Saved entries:

--- START ---

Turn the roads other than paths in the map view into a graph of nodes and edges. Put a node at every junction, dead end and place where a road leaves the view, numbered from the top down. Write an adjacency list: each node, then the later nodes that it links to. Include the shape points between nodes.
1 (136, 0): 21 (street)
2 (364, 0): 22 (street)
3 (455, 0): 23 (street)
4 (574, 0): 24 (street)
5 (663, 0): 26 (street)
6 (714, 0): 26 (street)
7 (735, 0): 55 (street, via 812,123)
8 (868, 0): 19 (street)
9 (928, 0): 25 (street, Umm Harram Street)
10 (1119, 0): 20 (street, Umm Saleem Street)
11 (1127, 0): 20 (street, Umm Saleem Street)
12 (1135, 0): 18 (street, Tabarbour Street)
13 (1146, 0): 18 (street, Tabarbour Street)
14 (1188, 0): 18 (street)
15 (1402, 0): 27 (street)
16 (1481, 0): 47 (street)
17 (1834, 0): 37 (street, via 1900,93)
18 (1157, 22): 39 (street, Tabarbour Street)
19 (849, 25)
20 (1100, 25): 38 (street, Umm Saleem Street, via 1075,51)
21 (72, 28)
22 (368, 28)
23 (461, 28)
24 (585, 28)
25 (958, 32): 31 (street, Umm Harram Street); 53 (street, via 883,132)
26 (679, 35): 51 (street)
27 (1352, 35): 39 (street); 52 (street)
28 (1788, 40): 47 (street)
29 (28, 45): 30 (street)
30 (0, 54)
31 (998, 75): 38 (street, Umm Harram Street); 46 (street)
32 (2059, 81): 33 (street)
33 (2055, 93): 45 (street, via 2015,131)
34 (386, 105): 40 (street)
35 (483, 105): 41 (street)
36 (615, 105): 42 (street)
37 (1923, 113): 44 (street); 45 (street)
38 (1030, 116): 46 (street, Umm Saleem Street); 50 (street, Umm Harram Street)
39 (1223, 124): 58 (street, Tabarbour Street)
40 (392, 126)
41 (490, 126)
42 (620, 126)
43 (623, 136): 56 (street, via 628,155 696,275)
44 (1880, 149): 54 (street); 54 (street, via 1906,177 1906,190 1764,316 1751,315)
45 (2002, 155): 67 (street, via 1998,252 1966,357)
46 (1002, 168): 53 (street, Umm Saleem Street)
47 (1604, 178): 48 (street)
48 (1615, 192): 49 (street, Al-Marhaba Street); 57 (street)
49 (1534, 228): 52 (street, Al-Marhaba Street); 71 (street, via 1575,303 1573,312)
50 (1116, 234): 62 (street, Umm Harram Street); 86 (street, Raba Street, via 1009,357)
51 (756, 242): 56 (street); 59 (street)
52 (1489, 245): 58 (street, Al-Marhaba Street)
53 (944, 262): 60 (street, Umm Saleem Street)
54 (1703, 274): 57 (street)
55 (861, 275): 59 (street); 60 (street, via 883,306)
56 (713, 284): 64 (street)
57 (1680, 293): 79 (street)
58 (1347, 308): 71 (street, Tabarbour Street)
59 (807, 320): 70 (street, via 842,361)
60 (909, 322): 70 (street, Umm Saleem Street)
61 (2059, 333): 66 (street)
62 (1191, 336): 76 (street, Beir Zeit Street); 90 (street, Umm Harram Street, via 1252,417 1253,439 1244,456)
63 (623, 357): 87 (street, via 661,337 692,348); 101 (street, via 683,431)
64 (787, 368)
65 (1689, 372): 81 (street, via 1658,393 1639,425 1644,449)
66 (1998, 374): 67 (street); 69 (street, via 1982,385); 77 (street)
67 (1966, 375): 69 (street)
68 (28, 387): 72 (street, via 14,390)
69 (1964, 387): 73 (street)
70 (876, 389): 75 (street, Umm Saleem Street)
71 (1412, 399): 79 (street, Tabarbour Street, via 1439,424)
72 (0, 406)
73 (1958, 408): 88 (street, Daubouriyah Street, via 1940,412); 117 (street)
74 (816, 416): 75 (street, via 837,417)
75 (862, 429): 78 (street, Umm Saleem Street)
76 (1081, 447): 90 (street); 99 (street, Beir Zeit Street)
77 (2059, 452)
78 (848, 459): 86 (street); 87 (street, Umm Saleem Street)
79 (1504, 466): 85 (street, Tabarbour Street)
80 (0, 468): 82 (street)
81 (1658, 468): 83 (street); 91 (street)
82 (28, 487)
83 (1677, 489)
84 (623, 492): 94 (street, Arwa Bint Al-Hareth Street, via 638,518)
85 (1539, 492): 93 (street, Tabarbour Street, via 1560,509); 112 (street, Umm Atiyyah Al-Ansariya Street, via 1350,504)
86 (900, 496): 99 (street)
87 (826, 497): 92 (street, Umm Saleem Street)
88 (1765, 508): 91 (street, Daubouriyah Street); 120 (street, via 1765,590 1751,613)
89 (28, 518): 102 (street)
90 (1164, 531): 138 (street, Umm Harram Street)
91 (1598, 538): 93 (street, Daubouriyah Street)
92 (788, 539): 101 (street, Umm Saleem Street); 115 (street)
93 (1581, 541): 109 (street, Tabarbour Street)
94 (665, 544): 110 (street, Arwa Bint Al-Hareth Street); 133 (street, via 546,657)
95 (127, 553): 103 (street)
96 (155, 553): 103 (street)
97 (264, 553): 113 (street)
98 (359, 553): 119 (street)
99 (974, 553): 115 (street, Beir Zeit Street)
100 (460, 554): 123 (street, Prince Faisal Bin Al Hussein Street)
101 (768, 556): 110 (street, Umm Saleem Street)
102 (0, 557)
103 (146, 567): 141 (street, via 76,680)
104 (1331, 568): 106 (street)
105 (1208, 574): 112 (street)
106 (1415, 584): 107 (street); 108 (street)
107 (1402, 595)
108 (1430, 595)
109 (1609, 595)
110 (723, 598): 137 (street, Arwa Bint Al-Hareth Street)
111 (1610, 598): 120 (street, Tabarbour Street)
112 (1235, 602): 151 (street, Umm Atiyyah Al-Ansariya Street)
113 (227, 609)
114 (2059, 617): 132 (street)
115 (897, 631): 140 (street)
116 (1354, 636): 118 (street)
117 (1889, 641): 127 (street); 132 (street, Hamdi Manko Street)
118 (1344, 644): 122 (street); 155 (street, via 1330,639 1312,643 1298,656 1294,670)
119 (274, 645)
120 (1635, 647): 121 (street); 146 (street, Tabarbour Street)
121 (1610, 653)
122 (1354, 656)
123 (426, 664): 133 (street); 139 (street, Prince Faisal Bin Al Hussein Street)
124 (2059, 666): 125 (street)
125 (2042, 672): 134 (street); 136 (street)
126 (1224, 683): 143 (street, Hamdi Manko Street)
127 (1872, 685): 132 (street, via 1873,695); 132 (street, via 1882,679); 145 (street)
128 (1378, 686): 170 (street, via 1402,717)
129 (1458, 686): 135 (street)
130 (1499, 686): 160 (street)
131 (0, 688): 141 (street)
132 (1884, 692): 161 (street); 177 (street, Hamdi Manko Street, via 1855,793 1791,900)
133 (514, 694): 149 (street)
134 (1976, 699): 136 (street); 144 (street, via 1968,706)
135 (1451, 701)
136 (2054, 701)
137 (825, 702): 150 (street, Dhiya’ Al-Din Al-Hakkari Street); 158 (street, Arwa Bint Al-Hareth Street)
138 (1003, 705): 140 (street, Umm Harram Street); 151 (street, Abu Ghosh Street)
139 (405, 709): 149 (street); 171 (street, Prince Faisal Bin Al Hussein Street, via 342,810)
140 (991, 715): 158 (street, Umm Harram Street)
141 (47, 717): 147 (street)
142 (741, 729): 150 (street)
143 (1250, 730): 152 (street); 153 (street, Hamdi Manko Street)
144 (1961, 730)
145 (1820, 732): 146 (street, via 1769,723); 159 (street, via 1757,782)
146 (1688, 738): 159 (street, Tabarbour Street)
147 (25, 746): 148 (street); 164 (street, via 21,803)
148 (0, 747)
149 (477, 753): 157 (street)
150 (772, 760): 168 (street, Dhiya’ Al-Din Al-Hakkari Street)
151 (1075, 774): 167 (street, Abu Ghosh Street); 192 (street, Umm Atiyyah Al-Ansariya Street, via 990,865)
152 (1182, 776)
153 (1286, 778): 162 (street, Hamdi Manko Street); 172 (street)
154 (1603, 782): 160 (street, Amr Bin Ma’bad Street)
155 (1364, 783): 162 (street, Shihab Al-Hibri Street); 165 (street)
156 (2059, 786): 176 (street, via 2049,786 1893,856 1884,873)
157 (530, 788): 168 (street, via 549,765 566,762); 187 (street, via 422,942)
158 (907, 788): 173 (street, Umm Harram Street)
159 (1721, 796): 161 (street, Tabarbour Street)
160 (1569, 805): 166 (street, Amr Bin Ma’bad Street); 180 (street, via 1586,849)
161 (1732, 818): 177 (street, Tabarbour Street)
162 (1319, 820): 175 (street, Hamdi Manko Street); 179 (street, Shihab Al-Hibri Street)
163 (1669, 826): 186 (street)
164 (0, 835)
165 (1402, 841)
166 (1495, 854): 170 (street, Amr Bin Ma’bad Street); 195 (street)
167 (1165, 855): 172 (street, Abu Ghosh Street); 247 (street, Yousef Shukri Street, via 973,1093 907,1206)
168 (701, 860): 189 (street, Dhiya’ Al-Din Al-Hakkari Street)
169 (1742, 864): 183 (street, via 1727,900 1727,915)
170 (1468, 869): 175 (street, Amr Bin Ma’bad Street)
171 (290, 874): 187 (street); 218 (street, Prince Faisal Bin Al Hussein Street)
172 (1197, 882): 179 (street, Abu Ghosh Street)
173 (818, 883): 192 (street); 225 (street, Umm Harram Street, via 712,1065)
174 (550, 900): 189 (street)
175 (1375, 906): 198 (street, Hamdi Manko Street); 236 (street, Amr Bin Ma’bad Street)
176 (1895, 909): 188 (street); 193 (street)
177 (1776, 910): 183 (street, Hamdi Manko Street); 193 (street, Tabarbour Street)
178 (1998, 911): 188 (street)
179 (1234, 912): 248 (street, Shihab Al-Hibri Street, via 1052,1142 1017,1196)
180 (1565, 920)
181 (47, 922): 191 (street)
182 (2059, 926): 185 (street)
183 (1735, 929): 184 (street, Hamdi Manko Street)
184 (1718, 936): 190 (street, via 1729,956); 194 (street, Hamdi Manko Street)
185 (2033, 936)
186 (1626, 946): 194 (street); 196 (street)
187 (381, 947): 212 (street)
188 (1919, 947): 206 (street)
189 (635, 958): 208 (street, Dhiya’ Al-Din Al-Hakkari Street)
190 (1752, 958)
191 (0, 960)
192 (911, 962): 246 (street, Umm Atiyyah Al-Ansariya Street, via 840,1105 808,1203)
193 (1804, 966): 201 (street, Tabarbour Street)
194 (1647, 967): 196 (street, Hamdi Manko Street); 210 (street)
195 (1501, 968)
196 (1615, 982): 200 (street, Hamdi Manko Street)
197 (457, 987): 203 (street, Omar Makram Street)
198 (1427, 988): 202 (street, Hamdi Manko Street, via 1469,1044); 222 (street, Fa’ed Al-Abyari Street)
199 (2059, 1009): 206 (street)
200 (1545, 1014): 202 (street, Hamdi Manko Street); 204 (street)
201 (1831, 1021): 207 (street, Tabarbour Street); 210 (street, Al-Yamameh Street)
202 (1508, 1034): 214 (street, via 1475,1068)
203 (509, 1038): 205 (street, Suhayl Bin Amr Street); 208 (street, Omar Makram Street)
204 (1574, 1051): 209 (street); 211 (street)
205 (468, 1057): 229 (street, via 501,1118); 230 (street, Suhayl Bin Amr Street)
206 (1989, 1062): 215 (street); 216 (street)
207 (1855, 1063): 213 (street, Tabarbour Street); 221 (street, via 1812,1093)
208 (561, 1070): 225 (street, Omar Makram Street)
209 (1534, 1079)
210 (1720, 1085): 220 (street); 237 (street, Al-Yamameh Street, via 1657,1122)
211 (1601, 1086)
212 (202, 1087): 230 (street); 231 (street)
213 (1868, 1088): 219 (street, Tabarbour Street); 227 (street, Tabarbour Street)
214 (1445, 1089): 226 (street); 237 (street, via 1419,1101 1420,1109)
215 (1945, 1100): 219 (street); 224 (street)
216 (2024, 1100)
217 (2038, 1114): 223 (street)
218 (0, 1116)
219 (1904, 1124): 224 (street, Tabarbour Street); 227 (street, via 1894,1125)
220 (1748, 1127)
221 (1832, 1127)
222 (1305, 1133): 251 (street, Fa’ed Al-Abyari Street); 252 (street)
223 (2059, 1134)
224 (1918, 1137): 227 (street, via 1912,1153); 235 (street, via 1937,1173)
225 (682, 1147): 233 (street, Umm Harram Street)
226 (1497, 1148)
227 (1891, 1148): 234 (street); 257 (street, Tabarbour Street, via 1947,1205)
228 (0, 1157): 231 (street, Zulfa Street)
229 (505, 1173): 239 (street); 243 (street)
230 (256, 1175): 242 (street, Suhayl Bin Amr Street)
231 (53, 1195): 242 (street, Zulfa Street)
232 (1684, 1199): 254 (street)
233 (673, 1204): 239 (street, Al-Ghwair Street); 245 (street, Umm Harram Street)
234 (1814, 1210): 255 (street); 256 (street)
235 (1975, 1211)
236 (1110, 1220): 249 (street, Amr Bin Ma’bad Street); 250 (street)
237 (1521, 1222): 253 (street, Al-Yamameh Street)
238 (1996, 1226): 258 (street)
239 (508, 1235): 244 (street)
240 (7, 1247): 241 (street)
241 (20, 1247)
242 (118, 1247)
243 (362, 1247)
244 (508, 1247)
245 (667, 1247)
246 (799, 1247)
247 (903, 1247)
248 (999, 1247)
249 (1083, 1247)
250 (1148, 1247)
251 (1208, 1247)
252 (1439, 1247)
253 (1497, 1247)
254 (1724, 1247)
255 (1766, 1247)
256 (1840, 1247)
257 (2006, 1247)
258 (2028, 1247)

--- END ---

Problem to solve
Filter the records above for the string "Arwa" and copy each matching line.

Result of the exercise
84 (623, 492): 94 (street, Arwa Bint Al-Hareth Street, via 638,518)
94 (665, 544): 110 (street, Arwa Bint Al-Hareth Street); 133 (street, via 546,657)
110 (723, 598): 137 (street, Arwa Bint Al-Hareth Street)
137 (825, 702): 150 (street, Dhiya’ Al-Din Al-Hakkari Street); 158 (street, Arwa Bint Al-Hareth Street)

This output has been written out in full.